- Problem description -
The data that follows is to be given again, exactly as written.

───

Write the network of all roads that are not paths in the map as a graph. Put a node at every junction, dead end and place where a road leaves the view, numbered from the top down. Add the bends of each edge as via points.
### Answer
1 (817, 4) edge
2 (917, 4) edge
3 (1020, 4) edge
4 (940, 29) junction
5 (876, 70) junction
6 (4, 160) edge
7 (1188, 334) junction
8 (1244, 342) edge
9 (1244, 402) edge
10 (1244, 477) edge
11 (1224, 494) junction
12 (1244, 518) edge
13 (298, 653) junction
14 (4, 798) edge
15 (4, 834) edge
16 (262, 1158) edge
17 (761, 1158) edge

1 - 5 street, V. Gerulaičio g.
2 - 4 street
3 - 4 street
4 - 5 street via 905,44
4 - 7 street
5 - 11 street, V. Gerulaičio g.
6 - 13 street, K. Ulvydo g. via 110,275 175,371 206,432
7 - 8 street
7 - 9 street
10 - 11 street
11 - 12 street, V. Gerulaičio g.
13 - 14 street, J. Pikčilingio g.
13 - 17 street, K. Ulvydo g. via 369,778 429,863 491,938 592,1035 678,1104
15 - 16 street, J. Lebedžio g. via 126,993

───

- Finished task -
Write the network of all roads that are not paths in the map as a graph. Put a node at every junction, dead end and place where a road leaves the view, numbered from the top down. Add the bends of each edge as via points.
### Answer
1 (817, 4) edge
2 (917, 4) edge
3 (1020, 4) edge
4 (940, 29) junction
5 (876, 70) junction
6 (4, 160) edge
7 (1188, 334) junction
8 (1244, 342) edge
9 (1244, 402) edge
10 (1244, 477) edge
11 (1224, 494) junction
12 (1244, 518) edge
13 (298, 653) junction
14 (4, 798) edge
15 (4, 834) edge
16 (262, 1158) edge
17 (761, 1158) edge

1 - 5 street, V. Gerulaičio g.
2 - 4 street
3 - 4 street
4 - 5 street via 905,44
4 - 7 street
5 - 11 street, V. Gerulaičio g.
6 - 13 street, K. Ulvydo g. via 110,275 175,371 206,432
7 - 8 street
7 - 9 street
10 - 11 street
11 - 12 street, V. Gerulaičio g.
13 - 14 street, J. Pikčilingio g.
13 - 17 street, K. Ulvydo g. via 369,778 429,863 491,938 592,1035 678,1104
15 - 16 street, J. Lebedžio g. via 126,993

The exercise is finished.